Mary couldn’t keep from huffing out a breath this time. “I told you about that too.” She clamped her lips closed before she asked the question that often bounced around her mind. Why don’t you ever listen to me? At seventeen she was close enough to being an adult to be treated like one, and she’d carried the load of a woman in this household for years.
“His wife died, and his father-in-law begged him to bring the grandchildren closer to where they live, so he headed back to Ohio. Living in the same community as their grandparents, he’d have a lot of help with the younger ones.”
Mary had never known her own grandparents, none of them. Not her mother’s parents. Not her father’s parents. Not the par- ents of whoever gave birth to her. She didn’t wonder about any of them very often, but today her heart longed for someone who really loved her.

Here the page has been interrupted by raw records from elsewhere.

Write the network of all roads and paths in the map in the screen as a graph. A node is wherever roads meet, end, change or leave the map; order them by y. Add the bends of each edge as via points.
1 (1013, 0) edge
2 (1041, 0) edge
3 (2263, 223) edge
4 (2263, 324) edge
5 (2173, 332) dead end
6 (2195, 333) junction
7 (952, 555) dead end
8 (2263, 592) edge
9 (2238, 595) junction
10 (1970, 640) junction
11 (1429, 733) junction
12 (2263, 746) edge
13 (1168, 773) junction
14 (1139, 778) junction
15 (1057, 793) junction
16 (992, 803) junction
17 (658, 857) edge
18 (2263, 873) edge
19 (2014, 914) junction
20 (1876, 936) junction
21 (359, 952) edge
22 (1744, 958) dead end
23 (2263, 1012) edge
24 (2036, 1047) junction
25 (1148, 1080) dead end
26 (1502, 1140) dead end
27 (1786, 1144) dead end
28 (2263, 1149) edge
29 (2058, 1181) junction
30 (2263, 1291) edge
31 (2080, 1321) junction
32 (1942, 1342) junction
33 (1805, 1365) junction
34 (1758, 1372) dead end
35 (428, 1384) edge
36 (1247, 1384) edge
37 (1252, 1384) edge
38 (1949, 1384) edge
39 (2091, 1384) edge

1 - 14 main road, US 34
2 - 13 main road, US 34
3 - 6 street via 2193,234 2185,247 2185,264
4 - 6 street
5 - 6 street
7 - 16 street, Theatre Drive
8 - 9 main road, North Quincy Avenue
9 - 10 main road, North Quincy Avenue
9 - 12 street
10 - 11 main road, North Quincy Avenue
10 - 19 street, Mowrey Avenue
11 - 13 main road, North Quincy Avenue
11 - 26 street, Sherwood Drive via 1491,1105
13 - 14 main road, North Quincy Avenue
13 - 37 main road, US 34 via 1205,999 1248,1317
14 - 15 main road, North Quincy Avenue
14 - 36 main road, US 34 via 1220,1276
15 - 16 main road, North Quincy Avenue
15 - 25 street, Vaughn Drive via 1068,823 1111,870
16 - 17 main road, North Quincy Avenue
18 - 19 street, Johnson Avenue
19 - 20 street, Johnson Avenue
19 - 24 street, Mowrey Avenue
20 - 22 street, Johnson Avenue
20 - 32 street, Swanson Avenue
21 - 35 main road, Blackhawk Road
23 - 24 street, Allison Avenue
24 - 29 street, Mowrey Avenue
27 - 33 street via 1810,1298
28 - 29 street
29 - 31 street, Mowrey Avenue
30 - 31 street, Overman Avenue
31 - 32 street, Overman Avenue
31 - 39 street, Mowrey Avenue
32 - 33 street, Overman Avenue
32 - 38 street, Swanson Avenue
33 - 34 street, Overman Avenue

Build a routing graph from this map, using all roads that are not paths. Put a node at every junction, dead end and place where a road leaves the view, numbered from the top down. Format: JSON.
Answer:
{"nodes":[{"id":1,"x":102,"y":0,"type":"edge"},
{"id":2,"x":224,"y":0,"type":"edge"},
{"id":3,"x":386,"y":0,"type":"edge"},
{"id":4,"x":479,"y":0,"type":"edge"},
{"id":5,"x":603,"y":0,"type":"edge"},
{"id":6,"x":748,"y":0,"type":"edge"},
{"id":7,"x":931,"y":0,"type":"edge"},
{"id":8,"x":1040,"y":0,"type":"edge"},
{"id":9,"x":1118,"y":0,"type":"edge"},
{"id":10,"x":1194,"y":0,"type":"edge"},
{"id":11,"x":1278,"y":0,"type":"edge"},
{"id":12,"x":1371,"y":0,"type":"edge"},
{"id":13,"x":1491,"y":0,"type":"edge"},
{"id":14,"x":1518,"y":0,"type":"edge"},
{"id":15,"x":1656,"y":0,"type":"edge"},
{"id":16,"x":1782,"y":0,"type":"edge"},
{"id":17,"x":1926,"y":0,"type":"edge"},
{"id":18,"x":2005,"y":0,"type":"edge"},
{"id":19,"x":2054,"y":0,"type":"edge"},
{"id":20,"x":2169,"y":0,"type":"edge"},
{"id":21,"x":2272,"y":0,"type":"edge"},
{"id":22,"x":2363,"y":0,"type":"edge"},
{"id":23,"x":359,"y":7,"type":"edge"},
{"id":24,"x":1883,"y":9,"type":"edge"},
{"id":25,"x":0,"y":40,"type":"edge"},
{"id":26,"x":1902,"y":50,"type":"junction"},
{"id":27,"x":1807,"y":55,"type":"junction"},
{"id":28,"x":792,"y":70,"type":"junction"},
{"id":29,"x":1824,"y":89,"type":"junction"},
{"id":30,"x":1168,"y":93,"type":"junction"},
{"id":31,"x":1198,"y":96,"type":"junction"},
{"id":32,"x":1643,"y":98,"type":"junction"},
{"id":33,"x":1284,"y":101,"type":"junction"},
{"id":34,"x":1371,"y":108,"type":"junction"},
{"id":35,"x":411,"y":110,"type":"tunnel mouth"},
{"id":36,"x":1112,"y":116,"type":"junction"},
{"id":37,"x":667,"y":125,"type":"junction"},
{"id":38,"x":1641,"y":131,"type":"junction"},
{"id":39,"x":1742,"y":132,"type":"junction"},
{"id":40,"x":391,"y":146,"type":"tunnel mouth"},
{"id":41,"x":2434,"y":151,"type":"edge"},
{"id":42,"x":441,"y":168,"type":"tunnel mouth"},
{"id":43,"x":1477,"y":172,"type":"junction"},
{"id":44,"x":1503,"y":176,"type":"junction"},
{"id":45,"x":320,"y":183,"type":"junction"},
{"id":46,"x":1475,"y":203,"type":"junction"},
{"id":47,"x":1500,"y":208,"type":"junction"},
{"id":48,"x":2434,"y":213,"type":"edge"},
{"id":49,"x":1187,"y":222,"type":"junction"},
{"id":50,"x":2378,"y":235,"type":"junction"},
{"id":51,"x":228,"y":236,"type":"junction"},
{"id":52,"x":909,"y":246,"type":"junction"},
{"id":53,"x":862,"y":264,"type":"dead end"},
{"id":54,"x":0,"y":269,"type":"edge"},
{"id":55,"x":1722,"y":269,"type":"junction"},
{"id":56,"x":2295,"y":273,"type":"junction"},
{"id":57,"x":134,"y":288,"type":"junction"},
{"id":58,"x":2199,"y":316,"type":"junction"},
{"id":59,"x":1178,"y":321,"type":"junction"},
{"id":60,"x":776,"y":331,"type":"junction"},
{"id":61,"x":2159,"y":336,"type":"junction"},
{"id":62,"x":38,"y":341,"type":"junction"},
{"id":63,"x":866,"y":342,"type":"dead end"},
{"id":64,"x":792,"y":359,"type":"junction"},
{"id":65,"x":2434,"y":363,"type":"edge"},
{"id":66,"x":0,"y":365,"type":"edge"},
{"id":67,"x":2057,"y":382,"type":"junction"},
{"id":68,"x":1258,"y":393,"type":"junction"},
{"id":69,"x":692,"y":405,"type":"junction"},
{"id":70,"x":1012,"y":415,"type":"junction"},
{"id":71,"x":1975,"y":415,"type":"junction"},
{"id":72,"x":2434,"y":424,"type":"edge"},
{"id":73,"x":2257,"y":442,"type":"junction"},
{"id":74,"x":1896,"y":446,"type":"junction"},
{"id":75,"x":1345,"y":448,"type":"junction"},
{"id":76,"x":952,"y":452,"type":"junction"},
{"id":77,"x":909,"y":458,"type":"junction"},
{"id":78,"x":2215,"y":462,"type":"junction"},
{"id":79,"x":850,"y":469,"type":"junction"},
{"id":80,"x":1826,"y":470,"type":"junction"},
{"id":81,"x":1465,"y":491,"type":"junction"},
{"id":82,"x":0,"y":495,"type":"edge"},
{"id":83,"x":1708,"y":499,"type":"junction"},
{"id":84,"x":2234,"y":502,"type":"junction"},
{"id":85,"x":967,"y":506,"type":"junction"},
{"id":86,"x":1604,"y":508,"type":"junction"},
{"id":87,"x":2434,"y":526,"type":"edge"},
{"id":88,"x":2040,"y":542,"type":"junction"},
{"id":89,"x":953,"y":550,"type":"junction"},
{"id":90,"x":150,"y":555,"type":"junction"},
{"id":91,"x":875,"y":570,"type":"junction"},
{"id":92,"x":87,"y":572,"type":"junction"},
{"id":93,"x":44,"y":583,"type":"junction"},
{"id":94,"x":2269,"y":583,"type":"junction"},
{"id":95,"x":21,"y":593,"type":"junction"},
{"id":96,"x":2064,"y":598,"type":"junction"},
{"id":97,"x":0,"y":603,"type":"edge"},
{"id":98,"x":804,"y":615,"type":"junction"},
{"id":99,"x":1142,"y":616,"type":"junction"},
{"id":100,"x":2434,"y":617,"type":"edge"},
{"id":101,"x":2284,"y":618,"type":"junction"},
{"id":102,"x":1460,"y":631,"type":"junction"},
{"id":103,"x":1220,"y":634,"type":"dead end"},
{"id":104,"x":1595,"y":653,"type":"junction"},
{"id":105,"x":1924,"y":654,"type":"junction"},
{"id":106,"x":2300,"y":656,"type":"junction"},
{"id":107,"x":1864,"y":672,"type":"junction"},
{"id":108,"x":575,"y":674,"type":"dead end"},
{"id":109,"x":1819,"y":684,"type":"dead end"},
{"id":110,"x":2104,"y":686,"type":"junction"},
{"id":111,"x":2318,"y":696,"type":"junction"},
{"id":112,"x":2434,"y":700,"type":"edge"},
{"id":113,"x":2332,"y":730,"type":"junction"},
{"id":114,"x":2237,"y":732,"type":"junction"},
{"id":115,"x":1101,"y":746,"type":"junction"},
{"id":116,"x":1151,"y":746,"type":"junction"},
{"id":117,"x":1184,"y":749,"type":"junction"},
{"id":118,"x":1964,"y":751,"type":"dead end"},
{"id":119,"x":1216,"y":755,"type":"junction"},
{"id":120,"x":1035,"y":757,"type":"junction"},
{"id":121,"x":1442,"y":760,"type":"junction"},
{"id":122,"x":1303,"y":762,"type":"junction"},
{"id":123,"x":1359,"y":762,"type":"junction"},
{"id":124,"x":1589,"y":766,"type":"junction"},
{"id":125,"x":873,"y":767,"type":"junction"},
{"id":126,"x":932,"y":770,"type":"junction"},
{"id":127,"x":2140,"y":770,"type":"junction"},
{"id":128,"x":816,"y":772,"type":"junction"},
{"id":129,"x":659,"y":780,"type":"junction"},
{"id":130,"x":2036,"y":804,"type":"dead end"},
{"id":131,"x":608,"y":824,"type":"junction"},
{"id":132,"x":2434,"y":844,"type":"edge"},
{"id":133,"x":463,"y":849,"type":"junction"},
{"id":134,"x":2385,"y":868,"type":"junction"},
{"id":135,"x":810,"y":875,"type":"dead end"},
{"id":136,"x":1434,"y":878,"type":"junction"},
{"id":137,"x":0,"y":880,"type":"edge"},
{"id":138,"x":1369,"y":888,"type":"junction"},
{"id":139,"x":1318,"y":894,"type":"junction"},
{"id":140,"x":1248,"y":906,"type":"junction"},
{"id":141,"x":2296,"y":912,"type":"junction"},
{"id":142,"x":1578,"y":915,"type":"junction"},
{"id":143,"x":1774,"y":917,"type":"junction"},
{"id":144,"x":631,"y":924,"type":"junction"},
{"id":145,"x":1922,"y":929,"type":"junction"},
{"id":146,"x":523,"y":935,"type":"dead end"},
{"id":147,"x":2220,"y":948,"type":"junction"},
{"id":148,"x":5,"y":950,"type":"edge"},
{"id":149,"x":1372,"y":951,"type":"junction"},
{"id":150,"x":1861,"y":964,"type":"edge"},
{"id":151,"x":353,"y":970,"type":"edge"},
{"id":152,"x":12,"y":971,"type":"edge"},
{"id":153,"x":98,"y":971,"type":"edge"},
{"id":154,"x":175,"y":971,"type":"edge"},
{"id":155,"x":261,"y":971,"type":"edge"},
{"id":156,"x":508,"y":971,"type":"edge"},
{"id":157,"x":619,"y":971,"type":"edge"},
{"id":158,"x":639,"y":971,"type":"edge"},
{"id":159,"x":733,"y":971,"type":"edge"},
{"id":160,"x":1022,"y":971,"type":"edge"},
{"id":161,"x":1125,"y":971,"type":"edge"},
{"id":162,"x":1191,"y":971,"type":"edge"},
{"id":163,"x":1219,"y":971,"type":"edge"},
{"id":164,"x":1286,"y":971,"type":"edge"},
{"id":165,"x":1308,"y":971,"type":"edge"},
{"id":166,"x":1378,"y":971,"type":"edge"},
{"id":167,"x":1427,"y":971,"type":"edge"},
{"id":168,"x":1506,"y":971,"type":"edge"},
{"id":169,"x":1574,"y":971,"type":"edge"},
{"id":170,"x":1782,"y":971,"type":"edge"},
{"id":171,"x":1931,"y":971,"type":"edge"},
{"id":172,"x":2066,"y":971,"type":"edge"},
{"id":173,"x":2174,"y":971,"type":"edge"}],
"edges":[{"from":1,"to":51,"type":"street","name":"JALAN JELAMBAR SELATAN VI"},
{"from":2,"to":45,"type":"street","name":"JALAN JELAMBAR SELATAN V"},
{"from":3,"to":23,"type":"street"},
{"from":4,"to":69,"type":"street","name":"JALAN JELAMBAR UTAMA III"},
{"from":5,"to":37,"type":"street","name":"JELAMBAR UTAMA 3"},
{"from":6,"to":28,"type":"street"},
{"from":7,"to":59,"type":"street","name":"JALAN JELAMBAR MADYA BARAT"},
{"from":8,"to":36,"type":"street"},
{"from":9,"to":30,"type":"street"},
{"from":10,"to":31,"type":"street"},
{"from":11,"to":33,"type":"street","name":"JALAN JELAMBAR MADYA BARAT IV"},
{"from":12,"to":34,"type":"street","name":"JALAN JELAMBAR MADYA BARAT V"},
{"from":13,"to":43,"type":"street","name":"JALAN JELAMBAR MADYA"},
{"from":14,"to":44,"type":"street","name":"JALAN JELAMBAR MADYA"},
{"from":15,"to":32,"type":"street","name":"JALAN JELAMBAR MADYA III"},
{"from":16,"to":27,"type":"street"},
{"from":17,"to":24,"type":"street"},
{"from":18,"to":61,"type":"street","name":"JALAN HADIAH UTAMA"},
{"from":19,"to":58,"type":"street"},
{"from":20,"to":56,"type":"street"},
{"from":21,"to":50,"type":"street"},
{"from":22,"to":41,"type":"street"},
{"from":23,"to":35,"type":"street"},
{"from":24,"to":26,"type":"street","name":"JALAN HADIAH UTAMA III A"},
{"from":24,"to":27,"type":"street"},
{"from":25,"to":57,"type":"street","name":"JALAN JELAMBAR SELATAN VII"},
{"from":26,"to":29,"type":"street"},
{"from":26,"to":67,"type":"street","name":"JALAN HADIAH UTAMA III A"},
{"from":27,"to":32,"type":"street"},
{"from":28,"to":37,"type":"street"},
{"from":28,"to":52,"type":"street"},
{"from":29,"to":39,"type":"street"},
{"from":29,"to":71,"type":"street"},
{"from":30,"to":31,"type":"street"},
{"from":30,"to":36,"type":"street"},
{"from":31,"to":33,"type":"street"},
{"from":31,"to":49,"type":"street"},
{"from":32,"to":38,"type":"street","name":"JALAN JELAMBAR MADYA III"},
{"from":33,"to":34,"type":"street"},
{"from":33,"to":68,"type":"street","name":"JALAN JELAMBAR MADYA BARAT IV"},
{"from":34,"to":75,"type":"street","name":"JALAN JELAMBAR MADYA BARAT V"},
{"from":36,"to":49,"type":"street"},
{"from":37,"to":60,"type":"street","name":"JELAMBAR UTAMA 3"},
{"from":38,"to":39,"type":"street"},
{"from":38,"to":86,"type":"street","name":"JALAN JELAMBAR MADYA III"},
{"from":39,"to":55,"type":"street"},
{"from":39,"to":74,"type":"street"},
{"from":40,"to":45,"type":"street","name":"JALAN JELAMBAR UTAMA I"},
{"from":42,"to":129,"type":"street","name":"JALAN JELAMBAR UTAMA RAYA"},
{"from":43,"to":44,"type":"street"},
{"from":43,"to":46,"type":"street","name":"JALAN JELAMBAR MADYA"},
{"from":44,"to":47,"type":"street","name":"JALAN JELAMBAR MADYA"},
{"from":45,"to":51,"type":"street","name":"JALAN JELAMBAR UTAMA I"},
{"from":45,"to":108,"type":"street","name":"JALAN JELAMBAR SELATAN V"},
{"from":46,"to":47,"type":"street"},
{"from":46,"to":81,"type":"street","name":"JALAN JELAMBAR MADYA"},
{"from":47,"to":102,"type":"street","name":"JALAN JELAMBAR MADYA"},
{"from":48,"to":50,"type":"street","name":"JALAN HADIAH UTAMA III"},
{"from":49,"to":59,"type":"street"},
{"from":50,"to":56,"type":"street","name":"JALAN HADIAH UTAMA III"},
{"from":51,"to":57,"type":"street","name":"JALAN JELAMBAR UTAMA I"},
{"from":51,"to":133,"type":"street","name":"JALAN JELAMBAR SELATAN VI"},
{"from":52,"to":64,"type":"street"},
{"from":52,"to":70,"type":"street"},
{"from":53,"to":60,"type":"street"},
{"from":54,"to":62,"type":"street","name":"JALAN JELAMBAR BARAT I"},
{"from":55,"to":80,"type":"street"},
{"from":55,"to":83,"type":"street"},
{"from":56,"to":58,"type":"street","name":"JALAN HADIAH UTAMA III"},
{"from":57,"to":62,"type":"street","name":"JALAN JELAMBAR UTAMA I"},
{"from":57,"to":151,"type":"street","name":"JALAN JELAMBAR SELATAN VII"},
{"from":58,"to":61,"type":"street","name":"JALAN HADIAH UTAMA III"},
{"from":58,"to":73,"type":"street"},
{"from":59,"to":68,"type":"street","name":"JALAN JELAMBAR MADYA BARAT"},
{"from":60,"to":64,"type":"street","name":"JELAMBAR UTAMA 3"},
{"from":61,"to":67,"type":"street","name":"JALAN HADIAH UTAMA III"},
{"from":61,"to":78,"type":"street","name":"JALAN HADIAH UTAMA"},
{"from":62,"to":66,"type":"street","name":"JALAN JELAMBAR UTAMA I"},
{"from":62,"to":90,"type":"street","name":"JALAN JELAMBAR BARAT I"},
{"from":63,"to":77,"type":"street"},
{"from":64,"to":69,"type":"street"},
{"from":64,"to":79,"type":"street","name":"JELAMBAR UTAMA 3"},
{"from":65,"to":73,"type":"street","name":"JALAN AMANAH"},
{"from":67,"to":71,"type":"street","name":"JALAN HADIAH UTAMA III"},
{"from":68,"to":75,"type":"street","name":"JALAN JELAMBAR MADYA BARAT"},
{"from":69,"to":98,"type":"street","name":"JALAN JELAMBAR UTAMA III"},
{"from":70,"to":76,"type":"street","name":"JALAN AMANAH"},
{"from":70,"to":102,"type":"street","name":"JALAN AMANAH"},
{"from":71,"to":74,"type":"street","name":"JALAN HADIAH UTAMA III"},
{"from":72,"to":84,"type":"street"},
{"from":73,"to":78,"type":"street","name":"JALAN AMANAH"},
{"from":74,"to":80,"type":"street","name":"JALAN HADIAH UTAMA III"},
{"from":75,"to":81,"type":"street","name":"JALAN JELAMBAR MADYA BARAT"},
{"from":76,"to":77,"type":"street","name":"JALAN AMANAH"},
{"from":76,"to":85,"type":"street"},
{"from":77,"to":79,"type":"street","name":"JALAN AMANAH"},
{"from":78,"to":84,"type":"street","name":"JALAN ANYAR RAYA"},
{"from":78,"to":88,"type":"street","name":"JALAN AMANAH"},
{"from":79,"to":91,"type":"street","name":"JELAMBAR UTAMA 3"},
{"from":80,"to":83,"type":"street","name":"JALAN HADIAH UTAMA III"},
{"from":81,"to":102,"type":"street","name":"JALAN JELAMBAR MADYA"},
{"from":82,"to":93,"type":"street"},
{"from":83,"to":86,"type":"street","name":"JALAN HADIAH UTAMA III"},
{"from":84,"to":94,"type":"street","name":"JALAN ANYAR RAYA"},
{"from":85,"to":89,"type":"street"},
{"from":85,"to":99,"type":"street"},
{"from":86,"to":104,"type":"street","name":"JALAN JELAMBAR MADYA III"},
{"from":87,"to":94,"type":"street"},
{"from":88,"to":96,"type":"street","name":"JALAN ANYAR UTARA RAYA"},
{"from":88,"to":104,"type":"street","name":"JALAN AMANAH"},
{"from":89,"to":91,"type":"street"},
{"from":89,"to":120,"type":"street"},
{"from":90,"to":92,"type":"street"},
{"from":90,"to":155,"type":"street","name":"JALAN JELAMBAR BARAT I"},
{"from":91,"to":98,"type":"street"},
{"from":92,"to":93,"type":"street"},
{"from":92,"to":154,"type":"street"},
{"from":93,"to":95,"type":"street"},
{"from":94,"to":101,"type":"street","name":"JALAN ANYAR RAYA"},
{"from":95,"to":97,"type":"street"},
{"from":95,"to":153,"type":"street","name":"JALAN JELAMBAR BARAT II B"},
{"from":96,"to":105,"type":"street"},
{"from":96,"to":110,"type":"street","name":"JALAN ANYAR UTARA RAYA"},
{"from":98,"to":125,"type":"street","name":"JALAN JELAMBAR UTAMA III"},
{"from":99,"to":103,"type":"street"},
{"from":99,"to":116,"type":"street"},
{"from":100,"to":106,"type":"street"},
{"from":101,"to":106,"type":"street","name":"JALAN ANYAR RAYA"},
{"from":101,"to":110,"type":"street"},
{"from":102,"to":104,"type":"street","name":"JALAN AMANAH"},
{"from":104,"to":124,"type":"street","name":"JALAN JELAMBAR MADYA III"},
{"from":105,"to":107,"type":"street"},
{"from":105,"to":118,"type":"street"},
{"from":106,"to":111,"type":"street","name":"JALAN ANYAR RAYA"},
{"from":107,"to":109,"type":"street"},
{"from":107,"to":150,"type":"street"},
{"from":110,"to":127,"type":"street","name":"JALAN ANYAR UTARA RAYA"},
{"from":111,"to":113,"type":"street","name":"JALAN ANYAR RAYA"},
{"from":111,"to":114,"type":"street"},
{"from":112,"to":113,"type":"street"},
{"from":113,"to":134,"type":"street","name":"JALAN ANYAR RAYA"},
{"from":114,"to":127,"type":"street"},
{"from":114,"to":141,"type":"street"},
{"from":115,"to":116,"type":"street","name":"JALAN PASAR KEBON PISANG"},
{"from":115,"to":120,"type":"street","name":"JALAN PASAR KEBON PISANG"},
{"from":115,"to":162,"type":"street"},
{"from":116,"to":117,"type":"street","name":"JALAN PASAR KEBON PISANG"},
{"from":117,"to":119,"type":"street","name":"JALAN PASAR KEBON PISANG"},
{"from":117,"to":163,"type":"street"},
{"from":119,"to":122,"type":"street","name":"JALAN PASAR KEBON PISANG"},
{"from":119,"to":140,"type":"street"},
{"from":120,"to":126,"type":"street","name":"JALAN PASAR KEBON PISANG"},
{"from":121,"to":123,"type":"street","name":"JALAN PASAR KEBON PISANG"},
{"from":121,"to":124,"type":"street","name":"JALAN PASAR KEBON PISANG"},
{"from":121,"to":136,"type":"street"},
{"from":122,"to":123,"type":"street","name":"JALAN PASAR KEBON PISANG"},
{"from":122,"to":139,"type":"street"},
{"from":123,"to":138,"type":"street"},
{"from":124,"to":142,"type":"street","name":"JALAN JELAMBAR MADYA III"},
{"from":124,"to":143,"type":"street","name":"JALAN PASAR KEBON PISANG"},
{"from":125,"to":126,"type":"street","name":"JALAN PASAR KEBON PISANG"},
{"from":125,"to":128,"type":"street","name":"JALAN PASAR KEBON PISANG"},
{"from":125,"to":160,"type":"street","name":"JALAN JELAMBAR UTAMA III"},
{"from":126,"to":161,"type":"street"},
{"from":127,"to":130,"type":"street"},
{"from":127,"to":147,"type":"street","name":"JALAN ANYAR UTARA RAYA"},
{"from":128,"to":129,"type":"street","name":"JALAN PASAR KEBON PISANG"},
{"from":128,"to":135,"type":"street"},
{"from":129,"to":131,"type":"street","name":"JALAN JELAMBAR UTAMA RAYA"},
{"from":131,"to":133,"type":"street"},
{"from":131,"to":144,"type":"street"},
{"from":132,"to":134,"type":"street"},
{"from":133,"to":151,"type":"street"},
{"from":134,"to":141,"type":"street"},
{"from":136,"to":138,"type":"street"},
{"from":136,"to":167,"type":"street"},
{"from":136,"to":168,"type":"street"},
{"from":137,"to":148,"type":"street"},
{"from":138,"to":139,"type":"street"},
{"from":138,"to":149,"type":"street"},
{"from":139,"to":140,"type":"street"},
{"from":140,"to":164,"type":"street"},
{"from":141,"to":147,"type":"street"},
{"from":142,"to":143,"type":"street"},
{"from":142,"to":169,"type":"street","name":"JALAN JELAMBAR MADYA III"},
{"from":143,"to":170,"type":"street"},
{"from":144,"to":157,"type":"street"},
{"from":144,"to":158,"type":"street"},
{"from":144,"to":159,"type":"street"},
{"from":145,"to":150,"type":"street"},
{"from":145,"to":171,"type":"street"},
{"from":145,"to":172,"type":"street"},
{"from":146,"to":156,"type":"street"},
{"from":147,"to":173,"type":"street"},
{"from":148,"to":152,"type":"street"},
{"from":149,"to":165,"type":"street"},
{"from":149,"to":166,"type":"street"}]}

With bright red curly hair and fair skin that freckled more every time she stepped into the sunlight, she didn’t resemble anyone in this family that had adopted her as an infant. Since they were black Irish, they all had dark hair and striking blue eyes, not like her murky green ones. And none of them had ever wanted to know what she thought about anything—except her mother.
“Well, I’ve gotta lot to do today.” Her father reached for the towel she’d made out of feed sacks. “You and the others go ahead. I might come over that way at dinner time.”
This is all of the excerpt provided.